[Stored entries]
BEGIN

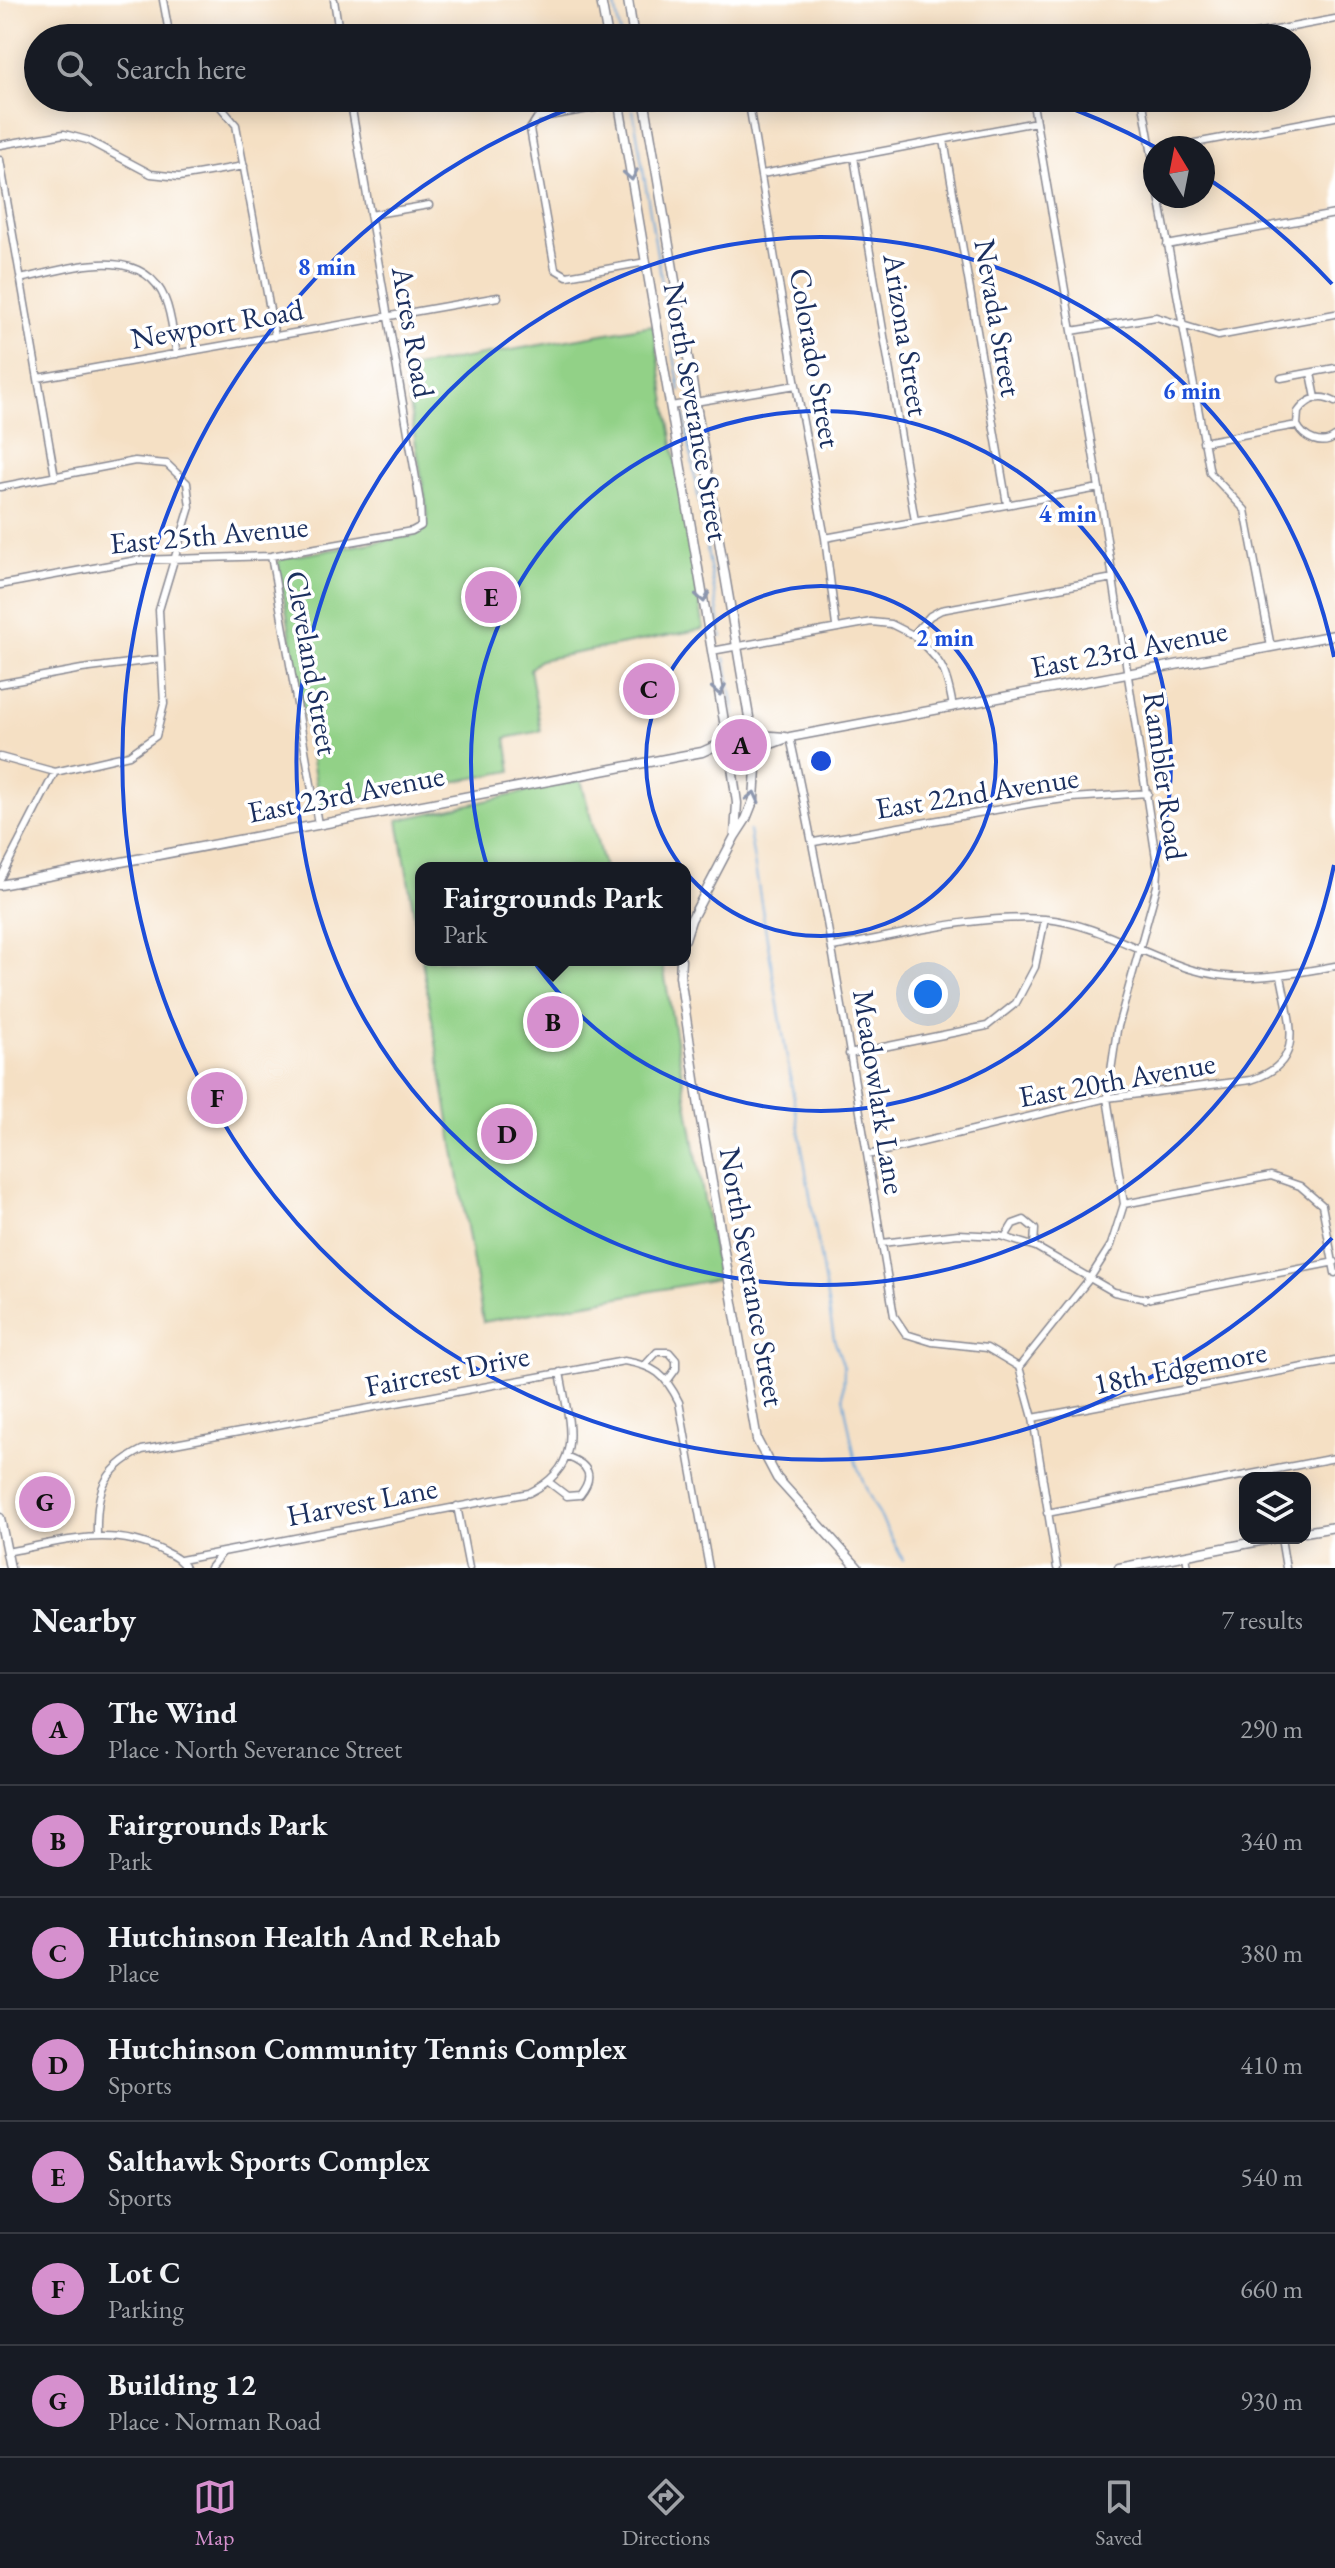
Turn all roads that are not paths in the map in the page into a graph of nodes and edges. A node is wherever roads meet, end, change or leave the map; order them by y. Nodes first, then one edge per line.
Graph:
1 (163, 0) edge
2 (334, 0) edge
3 (601, 0) edge
4 (628, 0) edge
5 (1335, 19) edge
6 (167, 24) edge
7 (338, 24) edge
8 (605, 24) edge
9 (632, 24) edge
10 (1308, 24) edge
11 (225, 112) edge
12 (352, 112) edge
13 (566, 112) edge
14 (621, 112) edge
15 (649, 112) edge
16 (751, 112) edge
17 (1034, 112) edge
18 (1145, 112) edge
19 (1335, 117) edge
20 (1036, 122) junction
21 (1150, 136) edge
22 (1215, 139) edge
23 (944, 140) junction
24 (0, 145) edge
25 (854, 157) junction
26 (0, 160) edge
27 (244, 166) junction
28 (762, 174) junction
29 (429, 205) dead end
30 (1161, 208) edge
31 (1335, 214) edge
32 (370, 215) junction
33 (1167, 245) junction
34 (646, 262) junction
35 (20, 279) junction
36 (498, 297) dead end
37 (1335, 314) edge
38 (389, 316) junction
39 (1181, 324) junction
40 (1072, 331) junction
41 (275, 337) junction
42 (177, 354) junction
43 (1335, 368) edge
44 (1311, 373) junction
45 (38, 378) junction
46 (1281, 378) dead end
47 (796, 385) junction
48 (1316, 398) junction
49 (696, 402) junction
50 (1335, 402) edge
51 (671, 406) junction
52 (1297, 425) junction
53 (1335, 437) edge
54 (1203, 442) junction
55 (55, 477) junction
56 (0, 487) edge
57 (1099, 488) junction
58 (1007, 504) junction
59 (915, 521) junction
60 (421, 526) joint
61 (825, 538) junction
62 (271, 556) junction
63 (174, 557) junction
64 (1113, 578) junction
65 (0, 585) edge
66 (836, 626) junction
67 (913, 635) junction
68 (1335, 635) edge
69 (737, 647) junction
70 (1271, 647) junction
71 (712, 651) junction
72 (161, 659) junction
73 (1129, 674) junction
74 (0, 684) edge
75 (953, 707) junction
76 (754, 732) junction
77 (790, 737) junction
78 (724, 738) junction
79 (759, 751) junction
80 (702, 752) junction
81 (0, 757) edge
82 (729, 759) junction
83 (55, 772) junction
84 (1148, 793) junction
85 (318, 824) junction
86 (735, 836) junction
87 (814, 842) junction
88 (0, 879) edge
89 (0, 885) edge
90 (1045, 919) junction
91 (691, 920) edge
92 (833, 947) junction
93 (1139, 949) junction
94 (681, 966) edge
95 (1335, 966) edge
96 (1281, 976) junction
97 (849, 1054) junction
98 (1107, 1098) junction
99 (868, 1155) junction
100 (1124, 1204) junction
101 (1005, 1237) junction
102 (882, 1243) junction
103 (1034, 1246) junction
104 (1334, 1262) edge
105 (1335, 1273) edge
106 (1090, 1278) junction
107 (1335, 1361) edge
108 (646, 1364) junction
109 (1019, 1367) junction
110 (560, 1372) junction
111 (668, 1380) junction
112 (1033, 1418) junction
113 (568, 1457) junction
114 (1335, 1458) edge
115 (550, 1483) junction
116 (457, 1506) junction
117 (1047, 1513) junction
118 (0, 1518) edge
119 (1335, 1527) edge
120 (1311, 1531) edge
121 (97, 1535) junction
122 (1247, 1544) edge
123 (1280, 1544) edge
124 (7, 1552) junction
125 (222, 1553) junction
126 (1186, 1556) junction
127 (181, 1560) junction
128 (10, 1568) edge
129 (185, 1568) edge
130 (210, 1568) edge
131 (469, 1568) edge
132 (709, 1568) edge
133 (858, 1568) edge
134 (1057, 1568) edge
135 (1119, 1568) edge
136 (1188, 1568) edge
137 (1286, 1568) edge

1 - 6 street
2 - 7 street
3 - 8 street
4 - 9 street
5 - 10 street
11 - 27 street
12 - 32 street, Acres Road
13 - 34 street
14 -> 34 street, North Severance Street
15 - 49 street, North Severance Street
16 - 28 street, Colorado Street
17 - 20 street, Rambler Road
18 - 21 street
19 - 22 street
20 - 23 street
20 - 40 street, Rambler Road
23 - 25 street
23 - 58 street, Nevada Street
24 - 27 street
25 - 28 street
25 - 59 street, Arizona Street
26 - 35 street
27 - 41 street
28 - 47 street, Colorado Street
29 - 32 street
30 - 33 street
31 - 33 street
32 - 38 street, Acres Road
33 - 39 street
34 - 51 street, North Severance Street
35 - 42 street
35 - 45 street
36 - 38 street, Newport Road
37 - 39 street
38 - 41 street, Newport Road
38 - 60 street, Acres Road
39 - 40 street
39 - 54 street
40 - 57 street, Rambler Road
41 - 42 street, Newport Road
42 - 45 street, Newport Road
43 - 44 street
44 - 46 street
44 - 48 street
45 - 55 street
47 - 49 street
47 - 61 street, Colorado Street
48 - 50 street
48 - 52 street
49 - 51 street
49 - 69 street, North Severance Street
51 -> 71 street, North Severance Street
52 - 53 street
52 - 54 street
54 - 70 street
55 - 56 street
55 - 63 street
57 - 58 street
57 - 64 street, Rambler Road
58 - 59 street
59 - 61 street
60 - 62 street, East 25th Avenue
61 - 66 street, Colorado Street
62 - 63 street, East 25th Avenue
62 - 85 street, Cleveland Street
63 - 65 street, East 25th Avenue
63 - 72 street
64 - 67 street
64 - 73 street, Rambler Road
66 - 67 street
66 - 69 street
67 - 75 street
68 - 70 street, East 23rd Avenue
69 - 71 street
69 - 76 street, North Severance Street
70 - 73 street, East 23rd Avenue
71 -> 78 street, North Severance Street
72 - 74 street
72 - 83 street
73 - 75 street, East 23rd Avenue
73 - 84 street, Rambler Road
75 - 77 street, East 23rd Avenue
76 - 77 street, East 23rd Avenue
76 - 78 street
76 - 79 street
77 - 79 street, East 23rd Avenue
77 - 87 street, Meadowlark Lane
78 - 80 street, East 23rd Avenue
78 - 82 street
79 - 82 street
86 -> 79 street
80 - 82 street, East 23rd Avenue
80 - 85 street, East 23rd Avenue
81 - 83 street
82 - 86 street
83 - 88 street
84 - 87 street, East 22nd Avenue
84 - 93 street, Rambler Road
85 - 89 street, East 23rd Avenue
86 - 91 street
87 - 92 street, Meadowlark Lane
90 - 92 street
90 - 93 street
90 - 97 street
92 - 97 street, Meadowlark Lane
93 - 96 street
93 - 98 street, Rambler Road
94 - 133 street, North Severance Street
95 - 96 street
96 - 98 street, East 20th Avenue
97 - 99 street, Meadowlark Lane
98 - 99 street, East 20th Avenue
98 - 100 street, Rambler Road
99 - 102 street, Meadowlark Lane
100 - 104 street
100 - 106 street, Rambler Road
101 - 102 street
101 - 103 street
101 - 103 street
102 - 109 street, Meadowlark Lane
103 - 106 street
104 - 105 street
104 - 106 street
106 - 109 street, Rambler Road
107 - 112 street, 18th Edgemore
108 - 110 street, Faircrest Drive
108 - 111 street
108 - 111 street, Faircrest Drive
109 - 112 street
110 - 113 street
110 - 121 street, Faircrest Drive
111 - 132 street
112 - 117 street
113 - 115 street
113 - 115 street
114 - 117 street
115 - 116 street, Harvest Lane
116 - 125 street, Harvest Lane
116 - 131 street
117 - 134 street
118 - 124 street
119 - 120 street
121 - 124 street
121 - 127 street
122 - 126 street
123 - 137 street
124 - 128 street
125 - 127 street, Harvest Lane
125 - 130 street
126 - 135 street
126 - 136 street
127 - 129 street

END

◆ Task to carry out
An exact reproduction of all the records is required, with no pictures included.

◆ Written answer
Turn all roads that are not paths in the map in the page into a graph of nodes and edges. A node is wherever roads meet, end, change or leave the map; order them by y. Nodes first, then one edge per line.
Graph:
1 (163, 0) edge
2 (334, 0) edge
3 (601, 0) edge
4 (628, 0) edge
5 (1335, 19) edge
6 (167, 24) edge
7 (338, 24) edge
8 (605, 24) edge
9 (632, 24) edge
10 (1308, 24) edge
11 (225, 112) edge
12 (352, 112) edge
13 (566, 112) edge
14 (621, 112) edge
15 (649, 112) edge
16 (751, 112) edge
17 (1034, 112) edge
18 (1145, 112) edge
19 (1335, 117) edge
20 (1036, 122) junction
21 (1150, 136) edge
22 (1215, 139) edge
23 (944, 140) junction
24 (0, 145) edge
25 (854, 157) junction
26 (0, 160) edge
27 (244, 166) junction
28 (762, 174) junction
29 (429, 205) dead end
30 (1161, 208) edge
31 (1335, 214) edge
32 (370, 215) junction
33 (1167, 245) junction
34 (646, 262) junction
35 (20, 279) junction
36 (498, 297) dead end
37 (1335, 314) edge
38 (389, 316) junction
39 (1181, 324) junction
40 (1072, 331) junction
41 (275, 337) junction
42 (177, 354) junction
43 (1335, 368) edge
44 (1311, 373) junction
45 (38, 378) junction
46 (1281, 378) dead end
47 (796, 385) junction
48 (1316, 398) junction
49 (696, 402) junction
50 (1335, 402) edge
51 (671, 406) junction
52 (1297, 425) junction
53 (1335, 437) edge
54 (1203, 442) junction
55 (55, 477) junction
56 (0, 487) edge
57 (1099, 488) junction
58 (1007, 504) junction
59 (915, 521) junction
60 (421, 526) joint
61 (825, 538) junction
62 (271, 556) junction
63 (174, 557) junction
64 (1113, 578) junction
65 (0, 585) edge
66 (836, 626) junction
67 (913, 635) junction
68 (1335, 635) edge
69 (737, 647) junction
70 (1271, 647) junction
71 (712, 651) junction
72 (161, 659) junction
73 (1129, 674) junction
74 (0, 684) edge
75 (953, 707) junction
76 (754, 732) junction
77 (790, 737) junction
78 (724, 738) junction
79 (759, 751) junction
80 (702, 752) junction
81 (0, 757) edge
82 (729, 759) junction
83 (55, 772) junction
84 (1148, 793) junction
85 (318, 824) junction
86 (735, 836) junction
87 (814, 842) junction
88 (0, 879) edge
89 (0, 885) edge
90 (1045, 919) junction
91 (691, 920) edge
92 (833, 947) junction
93 (1139, 949) junction
94 (681, 966) edge
95 (1335, 966) edge
96 (1281, 976) junction
97 (849, 1054) junction
98 (1107, 1098) junction
99 (868, 1155) junction
100 (1124, 1204) junction
101 (1005, 1237) junction
102 (882, 1243) junction
103 (1034, 1246) junction
104 (1334, 1262) edge
105 (1335, 1273) edge
106 (1090, 1278) junction
107 (1335, 1361) edge
108 (646, 1364) junction
109 (1019, 1367) junction
110 (560, 1372) junction
111 (668, 1380) junction
112 (1033, 1418) junction
113 (568, 1457) junction
114 (1335, 1458) edge
115 (550, 1483) junction
116 (457, 1506) junction
117 (1047, 1513) junction
118 (0, 1518) edge
119 (1335, 1527) edge
120 (1311, 1531) edge
121 (97, 1535) junction
122 (1247, 1544) edge
123 (1280, 1544) edge
124 (7, 1552) junction
125 (222, 1553) junction
126 (1186, 1556) junction
127 (181, 1560) junction
128 (10, 1568) edge
129 (185, 1568) edge
130 (210, 1568) edge
131 (469, 1568) edge
132 (709, 1568) edge
133 (858, 1568) edge
134 (1057, 1568) edge
135 (1119, 1568) edge
136 (1188, 1568) edge
137 (1286, 1568) edge

1 - 6 street
2 - 7 street
3 - 8 street
4 - 9 street
5 - 10 street
11 - 27 street
12 - 32 street, Acres Road
13 - 34 street
14 -> 34 street, North Severance Street
15 - 49 street, North Severance Street
16 - 28 street, Colorado Street
17 - 20 street, Rambler Road
18 - 21 street
19 - 22 street
20 - 23 street
20 - 40 street, Rambler Road
23 - 25 street
23 - 58 street, Nevada Street
24 - 27 street
25 - 28 street
25 - 59 street, Arizona Street
26 - 35 street
27 - 41 street
28 - 47 street, Colorado Street
29 - 32 street
30 - 33 street
31 - 33 street
32 - 38 street, Acres Road
33 - 39 street
34 - 51 street, North Severance Street
35 - 42 street
35 - 45 street
36 - 38 street, Newport Road
37 - 39 street
38 - 41 street, Newport Road
38 - 60 street, Acres Road
39 - 40 street
39 - 54 street
40 - 57 street, Rambler Road
41 - 42 street, Newport Road
42 - 45 street, Newport Road
43 - 44 street
44 - 46 street
44 - 48 street
45 - 55 street
47 - 49 street
47 - 61 street, Colorado Street
48 - 50 street
48 - 52 street
49 - 51 street
49 - 69 street, North Severance Street
51 -> 71 street, North Severance Street
52 - 53 street
52 - 54 street
54 - 70 street
55 - 56 street
55 - 63 street
57 - 58 street
57 - 64 street, Rambler Road
58 - 59 street
59 - 61 street
60 - 62 street, East 25th Avenue
61 - 66 street, Colorado Street
62 - 63 street, East 25th Avenue
62 - 85 street, Cleveland Street
63 - 65 street, East 25th Avenue
63 - 72 street
64 - 67 street
64 - 73 street, Rambler Road
66 - 67 street
66 - 69 street
67 - 75 street
68 - 70 street, East 23rd Avenue
69 - 71 street
69 - 76 street, North Severance Street
70 - 73 street, East 23rd Avenue
71 -> 78 street, North Severance Street
72 - 74 street
72 - 83 street
73 - 75 street, East 23rd Avenue
73 - 84 street, Rambler Road
75 - 77 street, East 23rd Avenue
76 - 77 street, East 23rd Avenue
76 - 78 street
76 - 79 street
77 - 79 street, East 23rd Avenue
77 - 87 street, Meadowlark Lane
78 - 80 street, East 23rd Avenue
78 - 82 street
79 - 82 street
86 -> 79 street
80 - 82 street, East 23rd Avenue
80 - 85 street, East 23rd Avenue
81 - 83 street
82 - 86 street
83 - 88 street
84 - 87 street, East 22nd Avenue
84 - 93 street, Rambler Road
85 - 89 street, East 23rd Avenue
86 - 91 street
87 - 92 street, Meadowlark Lane
90 - 92 street
90 - 93 street
90 - 97 street
92 - 97 street, Meadowlark Lane
93 - 96 street
93 - 98 street, Rambler Road
94 - 133 street, North Severance Street
95 - 96 street
96 - 98 street, East 20th Avenue
97 - 99 street, Meadowlark Lane
98 - 99 street, East 20th Avenue
98 - 100 street, Rambler Road
99 - 102 street, Meadowlark Lane
100 - 104 street
100 - 106 street, Rambler Road
101 - 102 street
101 - 103 street
101 - 103 street
102 - 109 street, Meadowlark Lane
103 - 106 street
104 - 105 street
104 - 106 street
106 - 109 street, Rambler Road
107 - 112 street, 18th Edgemore
108 - 110 street, Faircrest Drive
108 - 111 street
108 - 111 street, Faircrest Drive
109 - 112 street
110 - 113 street
110 - 121 street, Faircrest Drive
111 - 132 street
112 - 117 street
113 - 115 street
113 - 115 street
114 - 117 street
115 - 116 street, Harvest Lane
116 - 125 street, Harvest Lane
116 - 131 street
117 - 134 street
118 - 124 street
119 - 120 street
121 - 124 street
121 - 127 street
122 - 126 street
123 - 137 street
124 - 128 street
125 - 127 street, Harvest Lane
125 - 130 street
126 - 135 street
126 - 136 street
127 - 129 street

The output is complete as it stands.